Why plutonium and uranium are especially susceptible to do fission? Why plutonium and uranium are especially susceptible to do fission? Are there any other elements that can also be subject to fission?
 A: It is not the elements but the isotopes U-235 and Pu-239. Those two have an odd number of neutrons, and can fission by absorbing a thermal neutron. It is the pairing energy (spin-up and spin-down) that is the cause of this.
A: All of the nuclei - except the proton - are susceptible to fission.
The typical binding energy of a nucleon (particles of the core of the atoms, i.e. neutron or proton) is around $\mathrm{5MeV}$ in most atoms.
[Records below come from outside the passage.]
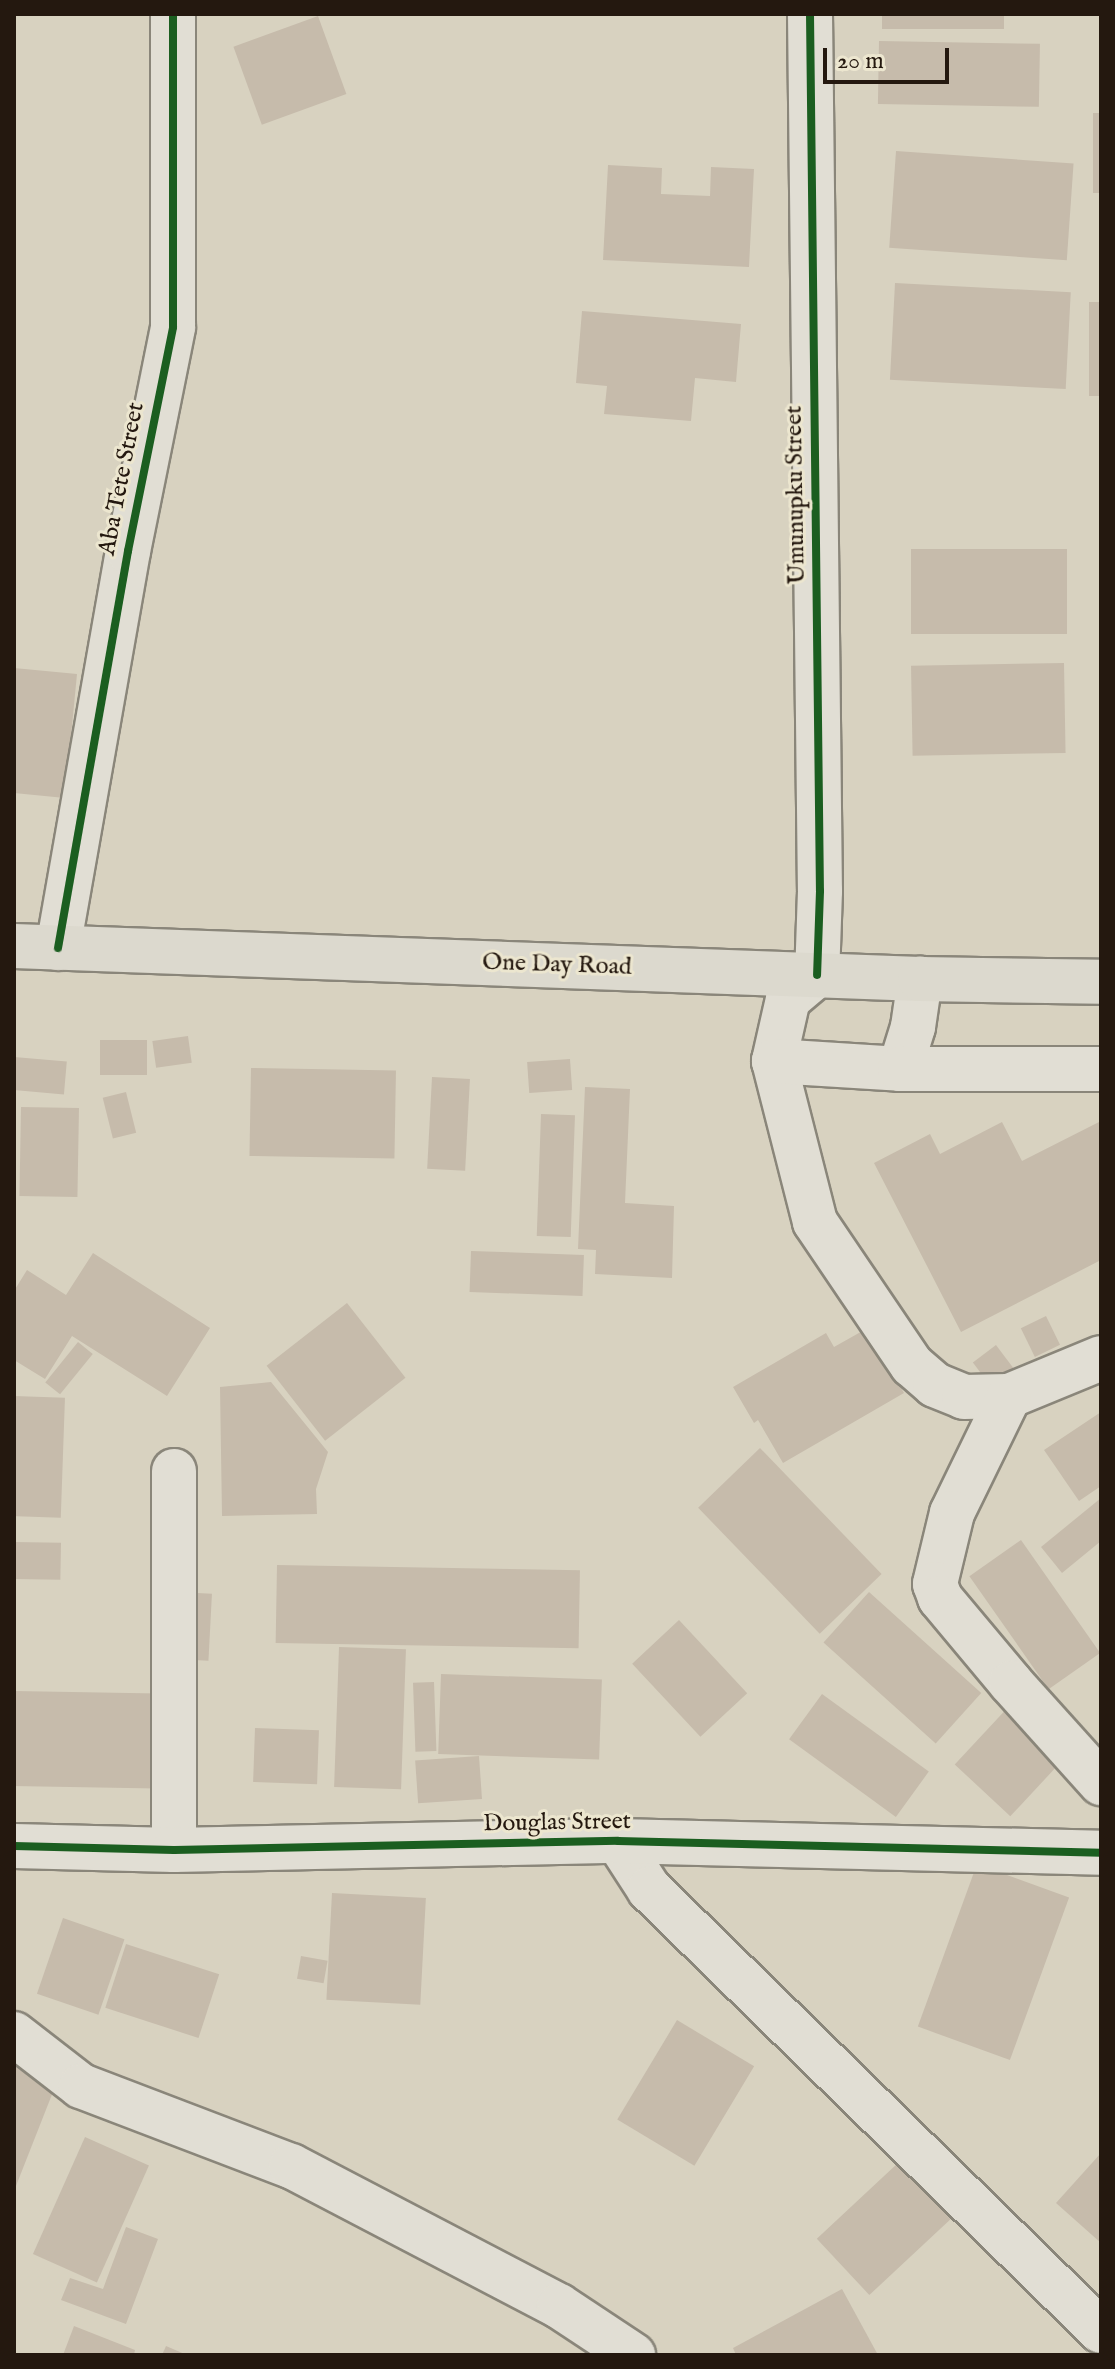 <!DOCTYPE html>
<style>
body{margin:0}
#map{position:relative;width:1115px;height:2369px;overflow:hidden;background:#d8d2c0;font-family:"IM FELL English",serif}
div>[style]{position:absolute}
[style*='--x']{left:calc(var(--x)*1px);top:calc(var(--y)*1px);width:calc(var(--w)*1px);rotate:calc(var(--a)*1deg)}
.building>*{inset:0;background:#c6bbab;transform-origin:0 0}
.roads{filter:drop-shadow(2px 0 #8a867a) drop-shadow(-2px 0 #8a867a) drop-shadow(0 2px #8a867a) drop-shadow(0 -2px #8a867a)}
.minor>*{height:44px;margin:-22px;padding:0 22px;transform-origin:22px;border-radius:22px;background:#e1ded4}
.major>*{height:44px;margin:-22px;padding:0 22px;transform-origin:22px;border-radius:22px;background:#dcd9ce}
.cycleway>*{height:8px;margin:-4px;padding:0 4px;transform-origin:4px;border-radius:4px;background:#1b5e20}
span{translate:-50% -50%;white-space:nowrap;text-align:center;line-height:1.15;-webkit-text-stroke:6px #ece6cf;paint-order:stroke}
.street-label{font-size:24px;color:#24180f}
.frame{position:absolute;inset:0;border:16px solid #24180f;pointer-events:none}
.scale{position:absolute;left:823px;top:48px;width:126px;height:36px;box-sizing:border-box;border:4px solid #24180f;border-top:0;padding-left:10px;font-size:24px;line-height:28px;white-space:nowrap;color:#24180f;-webkit-text-stroke:6px #ece6cf;paint-order:stroke}
</style>
<div id="map">
<div class="building">
<i style="left:882px;top:14px;width:122px;height:15px"></i>
<i style="left:318px;top:16px;width:83px;height:90px;rotate:70deg"></i>
<i style="left:879px;top:41px;width:161px;height:63px;rotate:1deg"></i>
<i style="left:1093px;top:113px;width:8px;height:80px"></i>
<i style="left:896px;top:151px;width:178px;height:97px;rotate:4deg"></i>
<i style="clip-path:polygon(608px 165px,662px 168px,661px 194px,710px 196px,711px 167px,754px 169px,749px 267px,603px 260px)"></i>
<i style="left:895px;top:283px;width:176px;height:97px;rotate:3deg"></i>
<i style="left:1089px;top:302px;width:12px;height:94px"></i>
<i style="clip-path:polygon(582px 311px,741px 324px,736px 382px,695px 378px,691px 421px,604px 414px,607px 386px,576px 383px)"></i>
<i style="left:911px;top:549px;width:156px;height:85px"></i>
<i style="left:1064px;top:663px;width:90px;height:153px;rotate:89deg"></i>
<i style="clip-path:polygon(14px 668px,77px 674px,65px 798px,14px 793px)"></i>
<i style="left:188px;top:1036px;width:27px;height:36px;rotate:82deg"></i>
<i style="left:100px;top:1040px;width:47px;height:35px"></i>
<i style="left:14px;top:1057px;width:53px;height:33px;rotate:5deg"></i>
<i style="left:570px;top:1059px;width:31px;height:43px;rotate:86deg"></i>
<i style="left:251px;top:1068px;width:145px;height:88px;rotate:1deg"></i>
<i style="left:432px;top:1077px;width:38px;height:92px;rotate:3deg"></i>
<i style="clip-path:polygon(585px 1087px,630px 1089px,625px 1203px,674px 1206px,672px 1278px,595px 1274px,596px 1250px,578px 1249px)"></i>
<i style="left:126px;top:1092px;width:42px;height:24px;rotate:76deg"></i>
<i style="left:21px;top:1107px;width:58px;height:89px;rotate:1deg"></i>
<i style="left:541px;top:1114px;width:34px;height:122px;rotate:2deg"></i>
<i style="clip-path:polygon(1101px 1121px,1101px 1260px,961px 1332px,874px 1163px,930px 1134px,940px 1154px,1002px 1122px,1022px 1161px)"></i>
<i style="left:471px;top:1251px;width:113px;height:41px;rotate:2deg"></i>
<i style="clip-path:polygon(93px 1253px,210px 1328px,167px 1396px,72px 1336px,45px 1379px,14px 1360px,14px 1291px,27px 1270px,66px 1295px)"></i>
<i style="left:347px;top:1303px;width:95px;height:102px;rotate:52deg"></i>
<i style="left:1046px;top:1316px;width:32px;height:28px;rotate:64deg"></i>
<i style="clip-path:polygon(866px 1329px,904px 1393px,783px 1463px,758px 1420px,754px 1423px,733px 1387px,826px 1333px,834px 1347px)"></i>
<i style="left:78px;top:1342px;width:19px;height:52px;rotate:39deg"></i>
<i style="left:996px;top:1345px;width:38px;height:29px;rotate:53deg"></i>
<i style="clip-path:polygon(271px 1382px,328px 1452px,316px 1489px,317px 1514px,222px 1516px,220px 1387px)"></i>
<i style="left:14px;top:1396px;width:51px;height:120px;rotate:2deg"></i>
<i style="clip-path:polygon(1101px 1412px,1101px 1486px,1079px 1501px,1044px 1450px)"></i>
<i style="left:760px;top:1448px;width:175px;height:86px;rotate:46deg"></i>
<i style="clip-path:polygon(1101px 1498px,1101px 1541px,1062px 1573px,1041px 1547px)"></i>
<i style="left:1021px;top:1540px;width:138px;height:63px;rotate:55deg"></i>
<i style="left:14px;top:1542px;width:47px;height:37px;rotate:1deg"></i>
<i style="left:277px;top:1565px;width:303px;height:78px;rotate:1deg"></i>
<i style="left:178px;top:1592px;width:34px;height:67px;rotate:3deg"></i>
<i style="left:869px;top:1592px;width:151px;height:68px;rotate:42deg"></i>
<i style="left:679px;top:1620px;width:100px;height:64px;rotate:47deg"></i>
<i style="left:339px;top:1647px;width:67px;height:140px;rotate:2deg"></i>
<i style="left:441px;top:1674px;width:161px;height:80px;rotate:2deg"></i>
<i style="left:434px;top:1682px;width:69px;height:21px;rotate:88deg"></i>
<i style="left:14px;top:1691px;width:144px;height:95px;rotate:1deg"></i>
<i style="left:822px;top:1694px;width:132px;height:56px;rotate:36deg"></i>
<i style="left:1012px;top:1703px;width:76px;height:84px;rotate:43deg"></i>
<i style="left:255px;top:1728px;width:64px;height:54px;rotate:2deg"></i>
<i style="left:479px;top:1756px;width:43px;height:64px;rotate:86deg"></i>
<i style="left:977px;top:1864px;width:98px;height:173px;rotate:20deg"></i>
<i style="left:332px;top:1893px;width:94px;height:107px;rotate:3deg"></i>
<i style="left:63px;top:1918px;width:65px;height:80px;rotate:19deg"></i>
<i style="left:126px;top:1944px;width:98px;height:67px;rotate:18deg"></i>
<i style="left:301px;top:1956px;width:27px;height:23px;rotate:10deg"></i>
<i style="left:677px;top:2020px;width:90px;height:116px;rotate:31deg"></i>
<i style="clip-path:polygon(14px 2050px,62px 2069px,14px 2191px)"></i>
<i style="left:85px;top:2137px;width:70px;height:128px;rotate:24deg"></i>
<i style="clip-path:polygon(1101px 2153px,1101px 2243px,1056px 2203px)"></i>
<i style="left:898px;top:2163px;width:77px;height:111px;rotate:47deg"></i>
<i style="clip-path:polygon(126px 2227px,158px 2239px,126px 2324px,61px 2300px,70px 2278px,103px 2289px)"></i>
<i style="clip-path:polygon(842px 2289px,878px 2355px,736px 2355px,733px 2348px)"></i>
<i style="clip-path:polygon(74px 2326px,135px 2350px,134px 2355px,63px 2355px)"></i>
<i style="clip-path:polygon(166px 2346px,187px 2355px,162px 2355px)"></i>
</div>
<div class="roads">
<div class="minor">
<i style="--x:810;--y:14;--w:877;--a:89.35"></i>
<i style="--x:820;--y:891;--w:84;--a:92"></i>
<i style="--x:817;--y:975;--w:38;--a:140"></i>
<i style="--x:788;--y:999;--w:64;--a:102.7"></i>
<i style="--x:774;--y:1061;--w:166;--a:75.7"></i>
<i style="--x:815;--y:1222;--w:173;--a:55.9"></i>
<i style="--x:912;--y:1365;--w:30;--a:41"></i>
<i style="--x:935;--y:1385;--w:31;--a:22"></i>
<i style="--x:964;--y:1397;--w:45;--a:-1.3"></i>
<i style="--x:1009;--y:1396;--w:100;--a:-22.4"></i>
<i style="--x:58;--y:948;--w:403;--a:-80"></i>
<i style="--x:128;--y:551;--w:228;--a:-78.6"></i>
<i style="--x:173;--y:327;--w:313;--a:-90"></i>
<i style="--x:774;--y:1061;--w:126;--a:3.6"></i>
<i style="--x:900;--y:1069;--w:44;--a:-72.8"></i>
<i style="--x:913;--y:1027;--w:49;--a:-81.7"></i>
<i style="--x:900;--y:1069;--w:201;--a:0"></i>
<i style="--x:1009;--y:1396;--w:130;--a:116"></i>
<i style="--x:952;--y:1513;--w:73;--a:103.5"></i>
<i style="--x:935;--y:1584;--w:15;--a:70"></i>
<i style="--x:940;--y:1598;--w:111;--a:50.1"></i>
<i style="--x:1011;--y:1683;--w:135;--a:48"></i>
<i style="--x:174;--y:1471;--w:379;--a:90"></i>
<i style="--x:618;--y:1841;--w:57;--a:57.1"></i>
<i style="--x:649;--y:1889;--w:632;--a:44.36"></i>
<i style="--x:14;--y:1846;--w:160;--a:1.4"></i>
<i style="--x:174;--y:1850;--w:444;--a:-1.2"></i>
<i style="--x:618;--y:1841;--w:483;--a:1.4"></i>
<i style="--x:14;--y:2034;--w:85;--a:37.8"></i>
<i style="--x:81;--y:2086;--w:225;--a:20.9"></i>
<i style="--x:291;--y:2166;--w:302;--a:27.6"></i>
<i style="--x:559;--y:2306;--w:89;--a:33.5"></i>
</div>
<div class="major">
<i style="--x:14;--y:946;--w:907;--a:2.09"></i>
<i style="--x:920;--y:979;--w:181;--a:0.9"></i>
</div>
</div>
<div class="cycleway">
<i style="--x:810;--y:14;--w:877;--a:89.35"></i>
<i style="--x:820;--y:891;--w:84;--a:92"></i>
<i style="--x:58;--y:948;--w:403;--a:-80"></i>
<i style="--x:128;--y:551;--w:228;--a:-78.6"></i>
<i style="--x:173;--y:327;--w:313;--a:-90"></i>
<i style="--x:14;--y:1846;--w:160;--a:1.4"></i>
<i style="--x:174;--y:1850;--w:444;--a:-1.2"></i>
<i style="--x:618;--y:1841;--w:483;--a:1.4"></i>
</div>
<div class="street-label">
<span style="left:122px;top:479px;rotate:-79deg">Aba Tete Street</span>
<span style="left:796px;top:495px;rotate:-91deg">Umunupku Street</span>
<span style="left:557px;top:965px;rotate:2deg">One Day Road</span>
<span style="left:557px;top:1823px;rotate:-1deg">Douglas Street</span>
</div>
<div class="frame"></div>
<div class="scale">20 m</div>
</div>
Hitting a nucleus with anything sometimes of this energy, it will fissile.
However, not this is what you likely want. The ${}^{235}\mathrm{U}$ and the ${}^{239}\mathrm{Pu}$ are special, that we can do chain reaction with it: the neutrons leaving the fissiled nucleus can fissile other nuclei.
This chain reaction capability is a very special feature:


*

*there are at least 1300 nuclei known (most of them is very short living)

*roughly 130 of them are stable

*there are capable to do around 10-12 nuclear reactions


Despite that, only these two are usable to make nuclear chain reaction from them.
A: The n/p ratio, that is,  neutron to proton ratio is much greater than 1.5.So they are highly fission able. Radioactivity is a nuclear phenomenon. No electrons are responsible for this.